Persino a Sesto San Giovanni, dove doveva essere una passeggiata, la sinistra avrebbe vinto per il rotto della cuffia. Mentre nei comuni minori lombardi, da Rho a Crema, a Castiglione delle Stiviere a Mortara a Erba, il centrodestra ha fatto filotto. Insomma una rotta devastante. Nonostante un surreale Vannino Chiti ieri pomeriggio minimizzasse dicendo che sì, «c'è un problema al nord, ma comunque la destra non sfonda». Alla faccia...

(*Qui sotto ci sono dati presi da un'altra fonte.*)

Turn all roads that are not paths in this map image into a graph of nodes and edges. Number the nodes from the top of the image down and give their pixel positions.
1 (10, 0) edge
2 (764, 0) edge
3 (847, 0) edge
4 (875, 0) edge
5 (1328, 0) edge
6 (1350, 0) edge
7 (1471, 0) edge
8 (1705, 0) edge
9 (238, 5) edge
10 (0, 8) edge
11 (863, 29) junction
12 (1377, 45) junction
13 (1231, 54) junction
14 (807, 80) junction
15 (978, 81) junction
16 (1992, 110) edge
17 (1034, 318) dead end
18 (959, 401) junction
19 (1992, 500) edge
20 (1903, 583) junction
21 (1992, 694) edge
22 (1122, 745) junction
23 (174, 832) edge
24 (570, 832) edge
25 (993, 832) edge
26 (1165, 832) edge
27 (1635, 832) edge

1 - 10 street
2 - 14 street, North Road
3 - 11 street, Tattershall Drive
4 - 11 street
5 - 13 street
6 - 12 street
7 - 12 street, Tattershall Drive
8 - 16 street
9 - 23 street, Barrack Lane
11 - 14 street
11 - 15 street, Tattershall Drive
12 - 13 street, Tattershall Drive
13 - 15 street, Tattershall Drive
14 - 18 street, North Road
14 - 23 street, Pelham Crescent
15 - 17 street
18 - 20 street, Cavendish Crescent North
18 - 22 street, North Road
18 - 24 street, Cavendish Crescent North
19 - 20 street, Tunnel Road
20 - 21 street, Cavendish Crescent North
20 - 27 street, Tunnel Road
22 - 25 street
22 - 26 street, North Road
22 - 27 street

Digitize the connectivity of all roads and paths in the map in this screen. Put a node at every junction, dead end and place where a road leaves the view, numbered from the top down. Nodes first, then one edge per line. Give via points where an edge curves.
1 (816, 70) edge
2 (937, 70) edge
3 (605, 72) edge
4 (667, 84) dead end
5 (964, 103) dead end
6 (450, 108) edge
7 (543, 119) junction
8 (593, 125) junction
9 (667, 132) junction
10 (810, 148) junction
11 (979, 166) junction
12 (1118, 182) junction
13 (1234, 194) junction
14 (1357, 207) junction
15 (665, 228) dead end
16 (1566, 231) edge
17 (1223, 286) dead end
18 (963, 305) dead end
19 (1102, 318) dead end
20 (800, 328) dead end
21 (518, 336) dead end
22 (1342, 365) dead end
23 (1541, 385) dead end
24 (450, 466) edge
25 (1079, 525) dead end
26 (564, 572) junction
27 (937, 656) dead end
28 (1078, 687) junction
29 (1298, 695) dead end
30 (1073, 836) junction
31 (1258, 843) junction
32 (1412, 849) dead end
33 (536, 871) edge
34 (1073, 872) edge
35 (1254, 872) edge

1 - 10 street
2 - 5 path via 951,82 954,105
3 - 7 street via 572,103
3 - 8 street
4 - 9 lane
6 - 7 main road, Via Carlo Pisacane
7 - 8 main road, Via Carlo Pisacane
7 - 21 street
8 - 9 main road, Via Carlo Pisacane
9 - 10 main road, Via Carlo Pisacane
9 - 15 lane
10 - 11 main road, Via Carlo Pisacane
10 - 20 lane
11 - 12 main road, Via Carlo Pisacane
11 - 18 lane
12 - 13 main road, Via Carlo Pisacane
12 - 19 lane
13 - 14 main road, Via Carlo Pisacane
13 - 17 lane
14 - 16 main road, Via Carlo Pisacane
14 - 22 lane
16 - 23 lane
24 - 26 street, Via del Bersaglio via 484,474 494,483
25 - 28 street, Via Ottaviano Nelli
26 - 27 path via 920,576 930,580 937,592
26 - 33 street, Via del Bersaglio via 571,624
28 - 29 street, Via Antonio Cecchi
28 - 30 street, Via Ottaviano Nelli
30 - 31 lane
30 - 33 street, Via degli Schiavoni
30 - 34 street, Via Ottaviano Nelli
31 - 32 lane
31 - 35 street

Anche se la cosa che più colpisce, a sera, è sentire tanti dirigenti ulivisti del nord, forse per la prima volta, minacciare che «se non la capiscono questa volta, a Roma, vorrà dire che tireremo le conseguenze». A partire dal neosegretario regionale Ds, Maurizio Martina: «per il centrosinistra al Nord è tempo di darsi una mossa. Non basta più prendere semplicemente atto dell'esistenza di una questione settentrionale. O noi, nel giro stretto di qualche mese, mettiamo mano radicalmente alla questione fiscale, che qui riguarda il 90% della gente, oppure verremo tutti travolti». Fino ad arrivare a Pizzetti: «non c'è stata la spallata al governo tanto ricercata dal centrodestra, ma per il centrosinistra - dice - si ripropone, aggravata, la questione settentrionale come grande questione nazionale. Il voto al nord prescinde dal buon governo territoriale del centrosinistra, che viene travolto dal giudizio sulle scelte del governo nazionale. Dalla legge finanziaria la sfiducia del nord nel centrosinistra nazionale è cresciuta. Occorre una netta inversione di tendenza nel rapporto con la parte più moderna del paese, già a partire dall'utilizzo dell'extra-gettito e dal procedere con determinazione sulla via delle riforme».
Già. Ma che lo facciano davvero, perché ormai siamo arrivati a un punto di non ritorno. L'incapacità di interpretare questi mondi a capitalismo diffuso in cui la qualità delle infrastrutture, la competitività dell'azienda in cui si lavora, il rapporto col fisco e con la burocrazia diventano fattori decisivi nelle scelte di voto, è ormai patente. E i territori non è detto che aspettino.